ログインページはsecuresocialがbootstrapバリバリのページを用意してくれてるので、必要に応じてそこのデザインを自分のサービスのものに置き換えて使う。コントローラはライブラリが適用してくれるものをそのまま使えばOK。logout後のloginページへのリダイレクトとかちゃんとやってくれる。

認証のハンドリング用クラス

app.serviceというパッケージにMyUserService.scalaのようなコードを置くのが定石みたい。

package service

import play.api.{Logger, Application}

import securesocial.core._
import securesocial.core.providers.Token
import securesocial.core.IdentityId

import models.User;

case class MySocialUser(localUser: User, identityId: IdentityId,
                      firstName: String, lastName: String, fullName: String,
                      email: Option[String],
                      avatarUrl: Option[String], authMethod: AuthenticationMethod,
                      oAuth1Info: Option[OAuth1Info] = None,
                      oAuth2Info: Option[OAuth2Info] = None,
                      passwordInfo: Option[PasswordInfo] = None) extends Identity

object MySocialUser {
  def apply(user: User): MySocialUser = {
    MySocialUser(user, IdentityId(user.name,user.provider), "","","",
      None, None, AuthenticationMethod("dummy"), None, None, None)
  }
}


class MyUserService(application: Application) extends UserServicePlugin(application) {
  private var tokens = Map[String, Token]()

  def find(id: IdentityId): Option[Identity] = {
    val user = User.findByName(id.userId,id.providerId);
    if (user.isEmpty) None else Some(MySocialUser(user.get));
  }

  def findByEmailAndProvider(email: String, providerId: String): Option[Identity] = {
    None // not implemented yet
  }

  def save(i: Identity) = {
    val ii=i.identityId
    var user = User.findByName(ii.userId,ii.providerId);
    if (user.isEmpty) user = User.insert(ii.userId, ii.providerId)
    MySocialUser(user.get)
  }

  def save(token: Token) {
    tokens += (token.uuid -> token)
  }

  def findToken(token: String): Option[Token] = {
    tokens.get(token)
  }

  def deleteToken(uuid: String) {
    tokens -= uuid
  }

  def deleteTokens() {
    tokens = Map()
  }

  def deleteExpiredTokens() {
    tokens = tokens.filter(!_._2.isExpired)
  }
}

Identityトレイトを実装したオブジェクトが、コントローラからrequestオブジェクトのメンバーとして参照可能になる。
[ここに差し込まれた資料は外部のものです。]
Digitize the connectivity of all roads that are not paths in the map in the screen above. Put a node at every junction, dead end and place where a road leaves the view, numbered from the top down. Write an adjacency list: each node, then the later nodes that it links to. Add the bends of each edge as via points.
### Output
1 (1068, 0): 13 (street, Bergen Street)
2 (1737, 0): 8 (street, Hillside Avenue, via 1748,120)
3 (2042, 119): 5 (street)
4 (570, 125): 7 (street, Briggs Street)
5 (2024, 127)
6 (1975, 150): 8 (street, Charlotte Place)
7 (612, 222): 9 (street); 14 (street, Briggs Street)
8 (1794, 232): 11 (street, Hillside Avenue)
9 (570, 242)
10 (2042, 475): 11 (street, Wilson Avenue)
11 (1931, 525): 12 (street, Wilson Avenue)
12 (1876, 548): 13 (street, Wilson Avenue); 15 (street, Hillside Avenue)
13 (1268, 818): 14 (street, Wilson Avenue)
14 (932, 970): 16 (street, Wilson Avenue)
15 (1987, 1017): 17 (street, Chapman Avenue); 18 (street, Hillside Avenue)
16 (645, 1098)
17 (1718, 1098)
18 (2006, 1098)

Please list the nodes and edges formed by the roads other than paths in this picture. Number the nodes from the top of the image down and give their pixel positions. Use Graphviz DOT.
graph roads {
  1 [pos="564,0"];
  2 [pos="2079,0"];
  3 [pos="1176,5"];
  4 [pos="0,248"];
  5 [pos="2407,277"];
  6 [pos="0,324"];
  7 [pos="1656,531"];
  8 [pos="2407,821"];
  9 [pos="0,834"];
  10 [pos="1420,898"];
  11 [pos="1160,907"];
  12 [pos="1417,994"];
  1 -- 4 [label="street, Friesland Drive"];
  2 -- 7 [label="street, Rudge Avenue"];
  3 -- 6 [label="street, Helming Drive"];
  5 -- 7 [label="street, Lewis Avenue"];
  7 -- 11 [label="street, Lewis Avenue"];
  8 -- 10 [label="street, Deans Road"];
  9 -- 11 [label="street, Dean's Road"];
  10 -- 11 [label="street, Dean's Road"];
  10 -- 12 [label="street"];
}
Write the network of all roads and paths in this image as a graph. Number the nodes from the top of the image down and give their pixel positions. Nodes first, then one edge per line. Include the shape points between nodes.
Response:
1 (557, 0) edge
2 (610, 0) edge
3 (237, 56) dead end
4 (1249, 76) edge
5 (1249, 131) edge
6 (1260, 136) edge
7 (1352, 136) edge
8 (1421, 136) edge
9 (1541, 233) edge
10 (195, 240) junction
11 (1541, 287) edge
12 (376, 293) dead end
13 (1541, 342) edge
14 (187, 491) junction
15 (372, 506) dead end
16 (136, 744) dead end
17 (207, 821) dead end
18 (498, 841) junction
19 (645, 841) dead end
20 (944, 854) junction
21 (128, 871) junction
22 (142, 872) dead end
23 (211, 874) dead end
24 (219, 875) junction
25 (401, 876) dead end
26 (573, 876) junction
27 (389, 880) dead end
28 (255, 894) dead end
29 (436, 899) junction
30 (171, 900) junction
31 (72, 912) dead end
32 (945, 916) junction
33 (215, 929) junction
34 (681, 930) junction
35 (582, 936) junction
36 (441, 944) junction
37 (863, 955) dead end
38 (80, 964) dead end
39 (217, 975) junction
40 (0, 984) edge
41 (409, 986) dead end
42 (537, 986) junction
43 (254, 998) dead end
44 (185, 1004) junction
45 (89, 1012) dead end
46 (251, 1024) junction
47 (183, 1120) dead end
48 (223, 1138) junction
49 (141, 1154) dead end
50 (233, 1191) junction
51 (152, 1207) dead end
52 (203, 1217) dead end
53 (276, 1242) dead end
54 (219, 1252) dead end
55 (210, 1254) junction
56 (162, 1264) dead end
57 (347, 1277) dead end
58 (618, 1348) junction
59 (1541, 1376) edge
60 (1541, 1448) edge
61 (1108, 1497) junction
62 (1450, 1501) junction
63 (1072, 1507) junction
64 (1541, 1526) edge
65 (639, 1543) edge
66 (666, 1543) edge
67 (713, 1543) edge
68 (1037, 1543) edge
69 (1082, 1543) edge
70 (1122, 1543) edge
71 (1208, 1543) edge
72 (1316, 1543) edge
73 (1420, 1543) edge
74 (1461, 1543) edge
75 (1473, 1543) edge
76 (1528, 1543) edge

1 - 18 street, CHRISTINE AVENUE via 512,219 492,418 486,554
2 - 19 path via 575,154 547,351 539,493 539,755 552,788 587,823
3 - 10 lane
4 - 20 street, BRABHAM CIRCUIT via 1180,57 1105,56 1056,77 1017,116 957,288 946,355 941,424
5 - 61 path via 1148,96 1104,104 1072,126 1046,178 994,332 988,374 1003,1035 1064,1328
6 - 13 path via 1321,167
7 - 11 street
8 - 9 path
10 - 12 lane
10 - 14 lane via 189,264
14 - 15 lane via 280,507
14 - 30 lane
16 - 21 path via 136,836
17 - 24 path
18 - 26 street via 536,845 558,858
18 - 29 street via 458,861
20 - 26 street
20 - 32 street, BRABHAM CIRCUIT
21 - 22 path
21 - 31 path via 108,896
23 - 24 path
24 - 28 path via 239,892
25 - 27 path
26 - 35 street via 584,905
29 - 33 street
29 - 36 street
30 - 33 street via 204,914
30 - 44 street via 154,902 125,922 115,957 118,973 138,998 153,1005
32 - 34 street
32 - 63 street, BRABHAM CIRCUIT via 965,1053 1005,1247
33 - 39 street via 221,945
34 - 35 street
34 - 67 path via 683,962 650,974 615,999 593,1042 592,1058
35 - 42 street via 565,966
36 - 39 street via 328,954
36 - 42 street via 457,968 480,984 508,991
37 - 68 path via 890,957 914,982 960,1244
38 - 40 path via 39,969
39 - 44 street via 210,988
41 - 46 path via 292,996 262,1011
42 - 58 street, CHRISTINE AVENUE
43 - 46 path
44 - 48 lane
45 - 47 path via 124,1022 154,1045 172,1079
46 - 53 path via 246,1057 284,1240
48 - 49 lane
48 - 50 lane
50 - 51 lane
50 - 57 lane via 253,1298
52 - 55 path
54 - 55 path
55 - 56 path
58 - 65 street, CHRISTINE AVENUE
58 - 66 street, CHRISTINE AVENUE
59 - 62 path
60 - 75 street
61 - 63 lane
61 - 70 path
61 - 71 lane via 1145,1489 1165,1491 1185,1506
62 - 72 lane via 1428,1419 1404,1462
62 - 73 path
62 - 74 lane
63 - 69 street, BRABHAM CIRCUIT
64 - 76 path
大抵はユーザ情報をDBで管理すると思うので、上記コードのようにユーザクラス"User"のようなものを作ってIdentityトレイトを継承したクラス(MySocialUser)のメンバーに入れておくのが良いでしょう。

Dao周りの設定が済んでから認証周りを実装したほうがスムーズになりそうです。（私は逆にやったので途中ごちゃっとしたりした）

これでコントローラからは

(略)
import securesocial.core.{Identity, Authorization}

import models._
import service._

object Test extends Controller with securesocial.core.SecureSocial {

  def test = SecuredAction { implicit request =>
    request.user match {
      case u: MySocialUser => Ok(views.html.home(u.localUser.id.toString()));
      case _ => Results.Unauthorized
    }
  }

という風に書ける

まとめ

だいぶハマったのですが、こうブログ記事としてまとめて書きおえてみるとドキュメントに書いてある通りやっただけという感じですが、参考になれば幸いです。